**WORK TO COMPLETE**
Every entry needs to be reproduced exactly.

Dataset excerpts:

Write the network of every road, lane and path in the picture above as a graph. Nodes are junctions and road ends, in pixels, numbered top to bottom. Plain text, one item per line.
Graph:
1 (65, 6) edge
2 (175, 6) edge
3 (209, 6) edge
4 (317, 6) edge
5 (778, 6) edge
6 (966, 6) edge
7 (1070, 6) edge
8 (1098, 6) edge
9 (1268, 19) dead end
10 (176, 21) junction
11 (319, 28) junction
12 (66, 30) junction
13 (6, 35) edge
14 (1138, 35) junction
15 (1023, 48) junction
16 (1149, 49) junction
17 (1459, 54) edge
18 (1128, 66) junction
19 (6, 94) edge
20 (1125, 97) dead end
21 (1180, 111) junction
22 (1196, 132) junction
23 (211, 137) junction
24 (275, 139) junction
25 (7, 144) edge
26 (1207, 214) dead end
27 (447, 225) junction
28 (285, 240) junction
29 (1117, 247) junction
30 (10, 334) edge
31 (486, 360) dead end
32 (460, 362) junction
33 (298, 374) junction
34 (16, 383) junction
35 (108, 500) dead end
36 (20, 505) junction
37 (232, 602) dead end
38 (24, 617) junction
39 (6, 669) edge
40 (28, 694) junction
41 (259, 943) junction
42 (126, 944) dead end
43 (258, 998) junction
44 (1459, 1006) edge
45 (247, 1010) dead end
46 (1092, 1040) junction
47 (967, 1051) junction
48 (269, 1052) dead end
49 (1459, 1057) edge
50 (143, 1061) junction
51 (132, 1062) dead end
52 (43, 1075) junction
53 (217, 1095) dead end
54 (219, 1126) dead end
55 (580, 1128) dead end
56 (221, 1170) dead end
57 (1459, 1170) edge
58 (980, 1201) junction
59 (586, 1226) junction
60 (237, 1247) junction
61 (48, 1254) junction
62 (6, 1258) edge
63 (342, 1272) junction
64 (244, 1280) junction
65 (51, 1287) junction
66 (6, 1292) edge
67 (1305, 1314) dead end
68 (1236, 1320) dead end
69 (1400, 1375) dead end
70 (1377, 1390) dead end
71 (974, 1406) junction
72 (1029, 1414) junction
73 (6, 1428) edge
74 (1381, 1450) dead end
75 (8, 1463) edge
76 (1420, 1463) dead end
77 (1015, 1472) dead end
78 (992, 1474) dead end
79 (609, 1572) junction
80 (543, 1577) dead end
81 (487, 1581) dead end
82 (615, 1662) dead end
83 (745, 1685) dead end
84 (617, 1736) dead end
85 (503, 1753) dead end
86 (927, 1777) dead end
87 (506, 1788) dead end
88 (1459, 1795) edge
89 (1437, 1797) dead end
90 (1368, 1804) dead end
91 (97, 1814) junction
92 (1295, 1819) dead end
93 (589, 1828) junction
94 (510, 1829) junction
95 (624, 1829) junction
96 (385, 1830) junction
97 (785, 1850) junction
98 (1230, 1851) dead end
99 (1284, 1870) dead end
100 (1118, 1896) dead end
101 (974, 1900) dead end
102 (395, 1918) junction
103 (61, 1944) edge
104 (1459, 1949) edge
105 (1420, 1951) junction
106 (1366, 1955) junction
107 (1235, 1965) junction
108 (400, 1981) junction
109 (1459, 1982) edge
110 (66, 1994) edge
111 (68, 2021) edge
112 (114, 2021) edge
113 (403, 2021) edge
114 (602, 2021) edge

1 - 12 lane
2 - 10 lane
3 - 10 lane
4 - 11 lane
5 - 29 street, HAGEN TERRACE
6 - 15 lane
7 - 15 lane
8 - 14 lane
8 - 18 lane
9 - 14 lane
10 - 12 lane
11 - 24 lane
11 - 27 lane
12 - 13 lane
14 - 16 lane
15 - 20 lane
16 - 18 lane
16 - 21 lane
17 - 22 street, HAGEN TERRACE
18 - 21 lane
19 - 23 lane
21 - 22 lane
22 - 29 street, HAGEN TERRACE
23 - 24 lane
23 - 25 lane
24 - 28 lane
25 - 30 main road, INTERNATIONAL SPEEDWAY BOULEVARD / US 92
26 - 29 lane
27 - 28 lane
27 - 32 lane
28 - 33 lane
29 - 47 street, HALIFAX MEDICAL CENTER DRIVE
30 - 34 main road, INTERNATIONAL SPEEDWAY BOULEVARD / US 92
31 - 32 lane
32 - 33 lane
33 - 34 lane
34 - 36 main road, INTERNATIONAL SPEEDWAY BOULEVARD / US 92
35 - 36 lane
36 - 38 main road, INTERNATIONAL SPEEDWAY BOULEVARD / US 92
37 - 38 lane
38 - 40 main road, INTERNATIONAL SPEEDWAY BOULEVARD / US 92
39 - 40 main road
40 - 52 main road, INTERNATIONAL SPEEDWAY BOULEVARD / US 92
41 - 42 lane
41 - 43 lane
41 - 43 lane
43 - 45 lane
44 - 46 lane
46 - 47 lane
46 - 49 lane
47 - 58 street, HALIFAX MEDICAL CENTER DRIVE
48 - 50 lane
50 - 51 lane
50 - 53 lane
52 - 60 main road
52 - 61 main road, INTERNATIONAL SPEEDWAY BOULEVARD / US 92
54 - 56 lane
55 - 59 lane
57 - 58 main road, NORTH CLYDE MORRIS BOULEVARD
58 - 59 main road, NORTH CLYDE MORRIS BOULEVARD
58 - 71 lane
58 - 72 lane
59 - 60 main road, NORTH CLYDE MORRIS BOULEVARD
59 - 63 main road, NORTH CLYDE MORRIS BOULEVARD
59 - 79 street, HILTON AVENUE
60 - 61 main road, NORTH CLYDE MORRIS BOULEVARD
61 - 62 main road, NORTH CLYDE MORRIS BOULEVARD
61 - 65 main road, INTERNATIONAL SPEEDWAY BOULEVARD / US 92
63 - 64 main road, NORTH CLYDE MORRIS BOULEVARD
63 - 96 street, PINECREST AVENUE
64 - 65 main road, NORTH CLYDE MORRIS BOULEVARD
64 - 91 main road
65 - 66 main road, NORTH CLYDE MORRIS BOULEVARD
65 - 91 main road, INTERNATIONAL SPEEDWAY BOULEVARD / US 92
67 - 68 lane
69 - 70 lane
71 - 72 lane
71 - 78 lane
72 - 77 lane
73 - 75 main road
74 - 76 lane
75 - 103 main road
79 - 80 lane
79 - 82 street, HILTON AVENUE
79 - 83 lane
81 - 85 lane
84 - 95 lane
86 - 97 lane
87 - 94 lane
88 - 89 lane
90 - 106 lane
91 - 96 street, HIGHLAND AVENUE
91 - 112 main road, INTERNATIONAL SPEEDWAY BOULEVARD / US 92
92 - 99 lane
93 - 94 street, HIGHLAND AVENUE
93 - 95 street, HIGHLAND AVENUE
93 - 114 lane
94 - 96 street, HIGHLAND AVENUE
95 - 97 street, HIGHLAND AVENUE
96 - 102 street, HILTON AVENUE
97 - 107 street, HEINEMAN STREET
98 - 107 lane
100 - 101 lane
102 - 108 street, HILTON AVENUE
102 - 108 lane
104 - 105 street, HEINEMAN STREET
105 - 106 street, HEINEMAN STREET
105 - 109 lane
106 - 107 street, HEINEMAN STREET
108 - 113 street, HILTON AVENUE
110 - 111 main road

**SOLUTION TO THE PROBLEM**
Write the network of every road, lane and path in the picture above as a graph. Nodes are junctions and road ends, in pixels, numbered top to bottom. Plain text, one item per line.
Graph:
1 (65, 6) edge
2 (175, 6) edge
3 (209, 6) edge
4 (317, 6) edge
5 (778, 6) edge
6 (966, 6) edge
7 (1070, 6) edge
8 (1098, 6) edge
9 (1268, 19) dead end
10 (176, 21) junction
11 (319, 28) junction
12 (66, 30) junction
13 (6, 35) edge
14 (1138, 35) junction
15 (1023, 48) junction
16 (1149, 49) junction
17 (1459, 54) edge
18 (1128, 66) junction
19 (6, 94) edge
20 (1125, 97) dead end
21 (1180, 111) junction
22 (1196, 132) junction
23 (211, 137) junction
24 (275, 139) junction
25 (7, 144) edge
26 (1207, 214) dead end
27 (447, 225) junction
28 (285, 240) junction
29 (1117, 247) junction
30 (10, 334) edge
31 (486, 360) dead end
32 (460, 362) junction
33 (298, 374) junction
34 (16, 383) junction
35 (108, 500) dead end
36 (20, 505) junction
37 (232, 602) dead end
38 (24, 617) junction
39 (6, 669) edge
40 (28, 694) junction
41 (259, 943) junction
42 (126, 944) dead end
43 (258, 998) junction
44 (1459, 1006) edge
45 (247, 1010) dead end
46 (1092, 1040) junction
47 (967, 1051) junction
48 (269, 1052) dead end
49 (1459, 1057) edge
50 (143, 1061) junction
51 (132, 1062) dead end
52 (43, 1075) junction
53 (217, 1095) dead end
54 (219, 1126) dead end
55 (580, 1128) dead end
56 (221, 1170) dead end
57 (1459, 1170) edge
58 (980, 1201) junction
59 (586, 1226) junction
60 (237, 1247) junction
61 (48, 1254) junction
62 (6, 1258) edge
63 (342, 1272) junction
64 (244, 1280) junction
65 (51, 1287) junction
66 (6, 1292) edge
67 (1305, 1314) dead end
68 (1236, 1320) dead end
69 (1400, 1375) dead end
70 (1377, 1390) dead end
71 (974, 1406) junction
72 (1029, 1414) junction
73 (6, 1428) edge
74 (1381, 1450) dead end
75 (8, 1463) edge
76 (1420, 1463) dead end
77 (1015, 1472) dead end
78 (992, 1474) dead end
79 (609, 1572) junction
80 (543, 1577) dead end
81 (487, 1581) dead end
82 (615, 1662) dead end
83 (745, 1685) dead end
84 (617, 1736) dead end
85 (503, 1753) dead end
86 (927, 1777) dead end
87 (506, 1788) dead end
88 (1459, 1795) edge
89 (1437, 1797) dead end
90 (1368, 1804) dead end
91 (97, 1814) junction
92 (1295, 1819) dead end
93 (589, 1828) junction
94 (510, 1829) junction
95 (624, 1829) junction
96 (385, 1830) junction
97 (785, 1850) junction
98 (1230, 1851) dead end
99 (1284, 1870) dead end
100 (1118, 1896) dead end
101 (974, 1900) dead end
102 (395, 1918) junction
103 (61, 1944) edge
104 (1459, 1949) edge
105 (1420, 1951) junction
106 (1366, 1955) junction
107 (1235, 1965) junction
108 (400, 1981) junction
109 (1459, 1982) edge
110 (66, 1994) edge
111 (68, 2021) edge
112 (114, 2021) edge
113 (403, 2021) edge
114 (602, 2021) edge

1 - 12 lane
2 - 10 lane
3 - 10 lane
4 - 11 lane
5 - 29 street, HAGEN TERRACE
6 - 15 lane
7 - 15 lane
8 - 14 lane
8 - 18 lane
9 - 14 lane
10 - 12 lane
11 - 24 lane
11 - 27 lane
12 - 13 lane
14 - 16 lane
15 - 20 lane
16 - 18 lane
16 - 21 lane
17 - 22 street, HAGEN TERRACE
18 - 21 lane
19 - 23 lane
21 - 22 lane
22 - 29 street, HAGEN TERRACE
23 - 24 lane
23 - 25 lane
24 - 28 lane
25 - 30 main road, INTERNATIONAL SPEEDWAY BOULEVARD / US 92
26 - 29 lane
27 - 28 lane
27 - 32 lane
28 - 33 lane
29 - 47 street, HALIFAX MEDICAL CENTER DRIVE
30 - 34 main road, INTERNATIONAL SPEEDWAY BOULEVARD / US 92
31 - 32 lane
32 - 33 lane
33 - 34 lane
34 - 36 main road, INTERNATIONAL SPEEDWAY BOULEVARD / US 92
35 - 36 lane
36 - 38 main road, INTERNATIONAL SPEEDWAY BOULEVARD / US 92
37 - 38 lane
38 - 40 main road, INTERNATIONAL SPEEDWAY BOULEVARD / US 92
39 - 40 main road
40 - 52 main road, INTERNATIONAL SPEEDWAY BOULEVARD / US 92
41 - 42 lane
41 - 43 lane
41 - 43 lane
43 - 45 lane
44 - 46 lane
46 - 47 lane
46 - 49 lane
47 - 58 street, HALIFAX MEDICAL CENTER DRIVE
48 - 50 lane
50 - 51 lane
50 - 53 lane
52 - 60 main road
52 - 61 main road, INTERNATIONAL SPEEDWAY BOULEVARD / US 92
54 - 56 lane
55 - 59 lane
57 - 58 main road, NORTH CLYDE MORRIS BOULEVARD
58 - 59 main road, NORTH CLYDE MORRIS BOULEVARD
58 - 71 lane
58 - 72 lane
59 - 60 main road, NORTH CLYDE MORRIS BOULEVARD
59 - 63 main road, NORTH CLYDE MORRIS BOULEVARD
59 - 79 street, HILTON AVENUE
60 - 61 main road, NORTH CLYDE MORRIS BOULEVARD
61 - 62 main road, NORTH CLYDE MORRIS BOULEVARD
61 - 65 main road, INTERNATIONAL SPEEDWAY BOULEVARD / US 92
63 - 64 main road, NORTH CLYDE MORRIS BOULEVARD
63 - 96 street, PINECREST AVENUE
64 - 65 main road, NORTH CLYDE MORRIS BOULEVARD
64 - 91 main road
65 - 66 main road, NORTH CLYDE MORRIS BOULEVARD
65 - 91 main road, INTERNATIONAL SPEEDWAY BOULEVARD / US 92
67 - 68 lane
69 - 70 lane
71 - 72 lane
71 - 78 lane
72 - 77 lane
73 - 75 main road
74 - 76 lane
75 - 103 main road
79 - 80 lane
79 - 82 street, HILTON AVENUE
79 - 83 lane
81 - 85 lane
84 - 95 lane
86 - 97 lane
87 - 94 lane
88 - 89 lane
90 - 106 lane
91 - 96 street, HIGHLAND AVENUE
91 - 112 main road, INTERNATIONAL SPEEDWAY BOULEVARD / US 92
92 - 99 lane
93 - 94 street, HIGHLAND AVENUE
93 - 95 street, HIGHLAND AVENUE
93 - 114 lane
94 - 96 street, HIGHLAND AVENUE
95 - 97 street, HIGHLAND AVENUE
96 - 102 street, HILTON AVENUE
97 - 107 street, HEINEMAN STREET
98 - 107 lane
100 - 101 lane
102 - 108 street, HILTON AVENUE
102 - 108 lane
104 - 105 street, HEINEMAN STREET
105 - 106 street, HEINEMAN STREET
105 - 109 lane
106 - 107 street, HEINEMAN STREET
108 - 113 street, HILTON AVENUE
110 - 111 main road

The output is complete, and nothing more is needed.